Wednesday, October 23, 2019
Why We Need Act and Potency
It is no longer common to explain the nature of change in terms of act and potency. However, the philosophers of antiquity, such as Aristotle, saw the act-potency distinction as being essential to explain change. Indeed, Aristotle saw the distinction as necessary to respond to the challenge of Parmenides, who denied the reality of change.
Parmenides’ argument is that being can only change if made to do so by something other than it. But the only thing other than being is non-being. Hence, change would require being to arise out of non-being. However, since nothing can arise from non-being (nothingness), change is therefore illusionary. For suppose that we have a toy plastic car and I put a match to it; it will ultimately melt and turn into mushy goo. But what metaphysical explanation can we provide to explain what has given rise to this goo? The explanation cannot reside completely in the fire because not everything fire touches turns to goo. The explanation cannot be that the goo is a combination of the fire and toy car, for any combination of things can be separated back into their separate parts, even if just theoretically; yet, we do not find fire or a toy car as parts within the goo. And the goo obviously was not hiding somewhere within the car, so the only explanation left, argues Parmenides, is that the goo has come from nothing, which is to say that it has not come at all but is just illusionary.
It might seem that the best way to respond to a challenge like Parmenides would be to disregard his position as absurd and inconsistent. If change did not occur, then I could not have typed this blog post on the nature of act and potency, nor could Parmenides have gone through the necessary reasoning in his brain to arrive at the conclusion that change is illusionary. That change occurs is just self-evident.

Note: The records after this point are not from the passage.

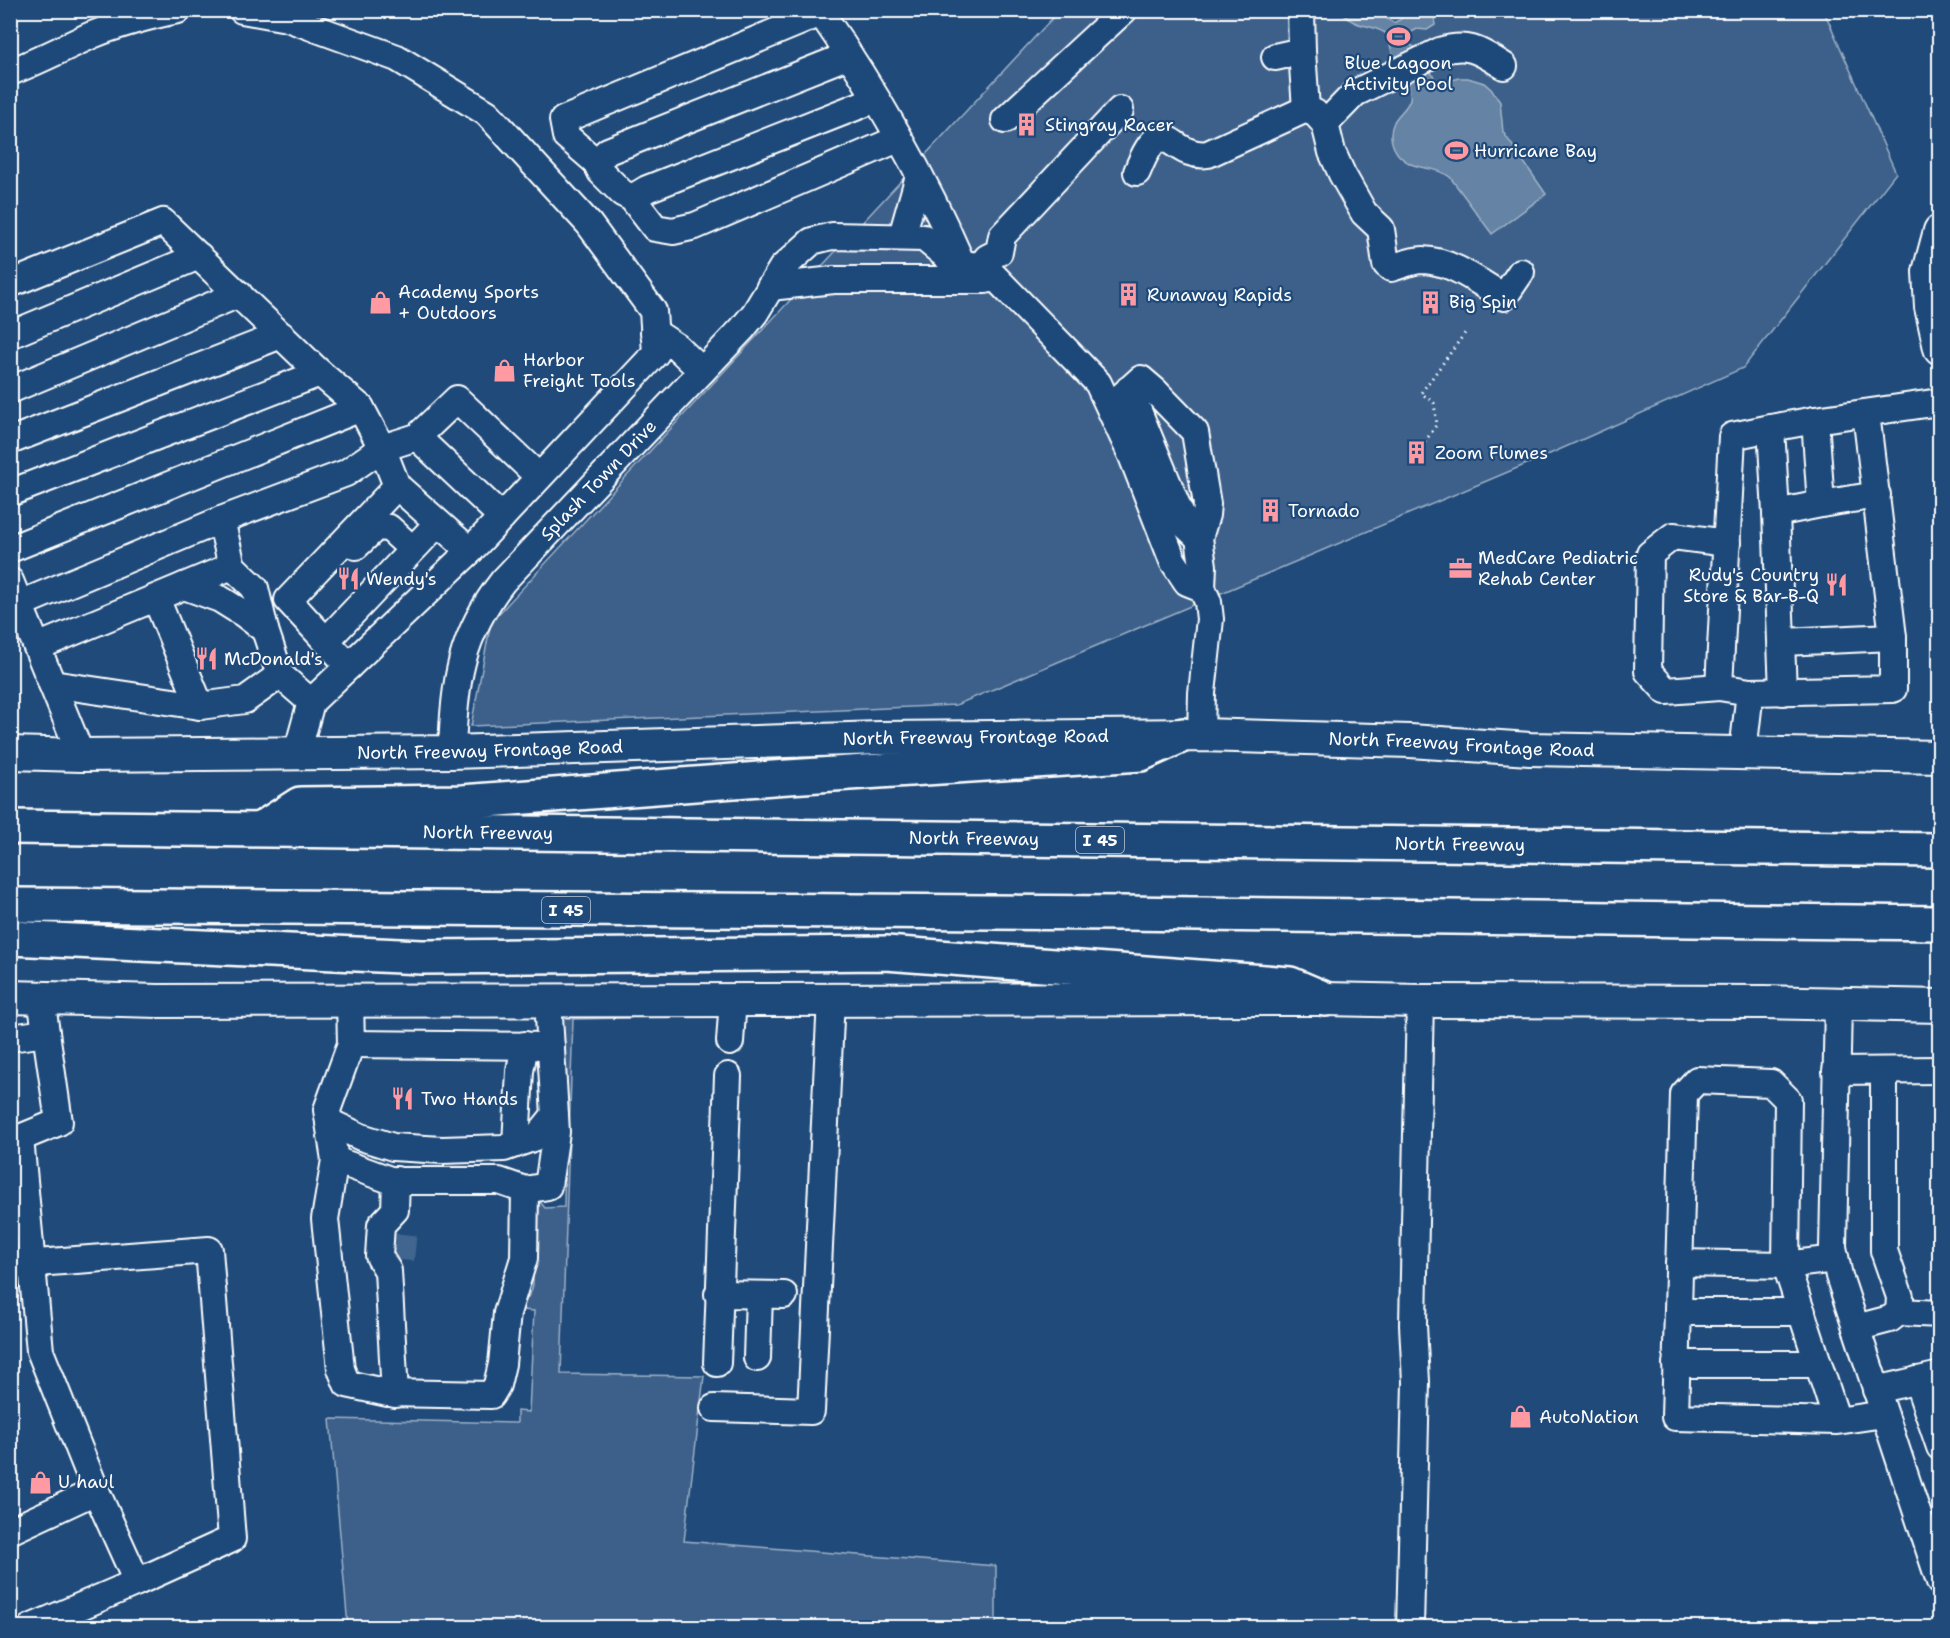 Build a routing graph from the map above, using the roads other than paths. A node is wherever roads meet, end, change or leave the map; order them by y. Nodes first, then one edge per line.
1 (178, 10) edge
2 (242, 10) edge
3 (1124, 10) edge
4 (1301, 10) edge
5 (820, 12) edge
6 (1302, 51) junction
7 (849, 55) junction
8 (1275, 57) dead end
9 (1504, 66) dead end
10 (10, 72) edge
11 (876, 99) junction
12 (1119, 110) dead end
13 (1315, 116) junction
14 (1005, 120) dead end
15 (898, 139) junction
16 (596, 162) junction
17 (1137, 172) dead end
18 (919, 176) junction
19 (632, 198) junction
20 (1940, 231) edge
21 (902, 236) junction
22 (927, 240) junction
23 (199, 256) junction
24 (971, 265) junction
25 (1521, 272) dead end
26 (912, 280) junction
27 (10, 284) edge
28 (770, 287) junction
29 (239, 294) junction
30 (1012, 295) junction
31 (654, 332) junction
32 (10, 335) edge
33 (281, 335) junction
34 (1940, 348) edge
35 (702, 371) junction
36 (320, 373) junction
37 (1129, 389) junction
38 (10, 390) edge
39 (1940, 402) edge
40 (1110, 407) junction
41 (361, 408) junction
42 (1866, 412) junction
43 (1815, 420) junction
44 (1771, 428) junction
45 (417, 437) junction
46 (10, 441) edge
47 (382, 448) junction
48 (539, 477) junction
49 (397, 486) junction
50 (10, 493) edge
51 (1877, 495) junction
52 (1821, 504) junction
53 (1776, 513) junction
54 (502, 517) junction
55 (221, 520) junction
56 (438, 523) junction
57 (1199, 538) junction
58 (1727, 543) junction
59 (10, 549) edge
60 (412, 549) junction
61 (470, 551) junction
62 (232, 566) junction
63 (184, 586) junction
64 (1202, 588) junction
65 (15, 592) edge
66 (156, 598) junction
67 (296, 609) junction
68 (265, 630) junction
69 (1893, 637) junction
70 (326, 640) junction
71 (1782, 642) junction
72 (37, 647) junction
73 (349, 666) junction
74 (280, 675) junction
75 (52, 684) junction
76 (1719, 687) junction
77 (1750, 692) junction
78 (1783, 692) junction
79 (311, 702) junction
80 (200, 706) junction
81 (1192, 735) junction
82 (1940, 747) edge
83 (452, 752) junction
84 (10, 753) edge
85 (297, 753) junction
86 (1743, 753) junction
87 (81, 755) junction
88 (1925, 757) edge
89 (10, 827) edge
90 (261, 829) junction
91 (1940, 850) edge
92 (10, 905) edge
93 (1940, 923) edge
94 (10, 938) edge
95 (10, 997) edge
96 (41, 998) junction
97 (733, 999) junction
98 (831, 999) junction
99 (1325, 999) junction
100 (350, 1000) junction
101 (548, 1000) junction
102 (1420, 1002) junction
103 (1838, 1004) junction
104 (1940, 1006) edge
105 (46, 1033) junction
106 (10, 1038) edge
107 (730, 1042) dead end
108 (351, 1044) junction
109 (525, 1045) junction
110 (551, 1046) junction
111 (1940, 1070) edge
112 (1836, 1071) junction
113 (1884, 1071) junction
114 (728, 1076) dead end
115 (555, 1115) junction
116 (329, 1122) junction
117 (15, 1138) edge
118 (516, 1144) junction
119 (335, 1160) junction
120 (396, 1180) junction
121 (525, 1190) junction
122 (1835, 1259) junction
123 (1679, 1263) junction
124 (21, 1264) edge
125 (1786, 1265) junction
126 (718, 1294) junction
127 (1678, 1312) junction
128 (1802, 1312) junction
129 (1899, 1312) junction
130 (1940, 1314) edge
131 (1856, 1328) junction
132 (757, 1358) dead end
133 (717, 1363) dead end
134 (1676, 1364) junction
135 (1818, 1364) junction
136 (1928, 1377) edge
137 (1876, 1389) junction
138 (395, 1394) junction
139 (714, 1408) dead end
140 (1884, 1414) junction
141 (1837, 1421) junction
142 (1940, 1447) edge
143 (96, 1491) junction
144 (10, 1531) edge
145 (1938, 1569) edge
146 (137, 1582) junction
147 (30, 1628) edge
148 (1410, 1628) edge

1 - 10 street
2 - 31 street
3 - 14 street
4 - 6 street
5 - 7 street
5 - 16 street
6 - 8 street
6 - 13 street
7 - 11 street
7 - 16 street
9 - 13 street
11 - 15 street
11 - 19 street
12 - 24 street
13 - 17 street
13 - 25 street
15 - 18 street
15 - 19 street
16 - 19 street
18 - 21 street
18 - 24 street
20 - 34 main road
21 - 22 street
21 - 28 street, Splash Town Drive
22 - 24 street
22 - 26 street
23 - 27 street
23 - 29 street
23 - 32 street
24 - 30 street
26 - 28 street
26 - 30 street
28 - 35 street, Splash Town Drive
29 - 33 street
29 - 38 street
30 - 40 street
31 - 35 street
31 - 48 street
33 - 36 street
33 - 46 street
35 - 83 street, Splash Town Drive
36 - 41 street
36 - 50 street
37 - 40 street
37 - 57 street
37 - 57 street
39 - 42 street
40 - 64 street
41 - 47 street
41 - 59 street
42 - 43 street
42 - 51 street
43 - 44 street
43 - 52 street
44 - 53 street
44 - 58 street
45 - 47 street
45 - 48 street
45 - 54 street
47 - 49 street
47 - 55 street
48 - 54 street
49 - 56 street
49 - 67 street
51 - 52 street
51 - 69 street
52 - 53 street
53 - 71 street
54 - 61 street
55 - 62 street
55 - 65 street
56 - 60 street
56 - 61 street
57 - 64 street
58 - 76 street
58 - 76 street
60 - 67 street
60 - 70 street
61 - 73 street
62 - 63 street
62 - 68 street
63 - 66 street
63 - 68 street
64 - 81 street
65 - 72 street
66 - 72 street
66 - 80 street
67 - 70 street
68 - 74 street
69 - 71 street
69 - 78 street
70 - 73 street
71 - 78 street
72 - 75 street
73 - 79 street
74 - 79 street
74 - 80 street
75 - 80 street
75 - 87 street
76 - 77 street
77 - 78 street
77 - 86 street
79 - 85 street
81 - 83 main road, North Freeway Frontage Road
81 - 86 main road, North Freeway Frontage Road
81 - 90 highway
82 - 88 main road, North Freeway Frontage Road
83 - 85 main road, North Freeway Frontage Road
84 - 87 main road, North Freeway Frontage Road
85 - 87 main road, North Freeway Frontage Road
86 - 88 main road, North Freeway Frontage Road
89 - 90 highway, North Freeway / I 45
90 - 91 highway, North Freeway / I 45
92 - 93 highway, I 45
94 - 99 highway
95 - 96 main road
96 - 100 main road
96 - 105 street
97 - 98 main road
97 - 101 main road
97 - 107 street
98 - 99 main road
98 - 139 street
99 - 102 main road
100 - 101 main road
100 - 108 street
101 - 110 street
102 - 103 main road
102 - 148 street
103 - 104 main road
103 - 112 street
105 - 106 street
105 - 117 street
108 - 109 street
108 - 116 street
109 - 110 street
109 - 118 street
110 - 115 street
111 - 113 street
112 - 113 street
112 - 122 street
113 - 129 street
114 - 126 street
115 - 118 street
115 - 121 street
116 - 118 street
116 - 119 street
117 - 124 street
119 - 120 street
119 - 138 street
120 - 121 street
120 - 138 street
121 - 138 street
122 - 125 street
122 - 131 street
123 - 125 street
123 - 125 street
123 - 127 street
124 - 143 street
124 - 146 street
125 - 128 street
126 - 132 street
126 - 133 street
127 - 128 street
127 - 134 street
128 - 135 street
129 - 130 street
129 - 131 street
131 - 137 street
134 - 135 street
134 - 141 street
135 - 141 street
136 - 137 street
136 - 142 street
137 - 140 street
140 - 141 street
140 - 145 street
143 - 144 street
143 - 146 street
146 - 147 street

However, this way of responding is inadequate; for it tells us that something has gone wrong, but it does not tell us what has gone wrong. It is only once we appeal to Aristotle’s act-potency distinction that we can see where Parmenides has erred. Aristotle argued that the error in Parmenides reasoning is to think that he has exhausted all possibilities as to an explanation for the rise of change. Aristotle maintained that there is another available analysis of change, on which change does not arise out of non-being but rather out of being of another kind; namely, being-in-potency - the way a thing could potentially be. To illustrate being-in-potency, a bar of gold is an example of being-in-act, but it can potentially be melted down and become a puddle, or be painted to be a different colour, such as pink, or be smelted into a ring, etc. All these things exist as being-in-potency alongside the being-in-act. This being-in-potency is a real feature of the thing in question and accords with its nature. Hence, it is within the nature of a gold bar to potentially be melted down and be a puddle, but the bar does not have the potentiality to grow legs and do the can-can. While it might be conceived that this could happen in one possible world, Aristotle’s talk of act-potency is not what modern philosophers today think about when discussing possible worlds. What a thing could do in any possible world is not to be equated with her potentialities; rather, a thing’s potentiality is related to a thing’s nature - something we will discuss in a future post.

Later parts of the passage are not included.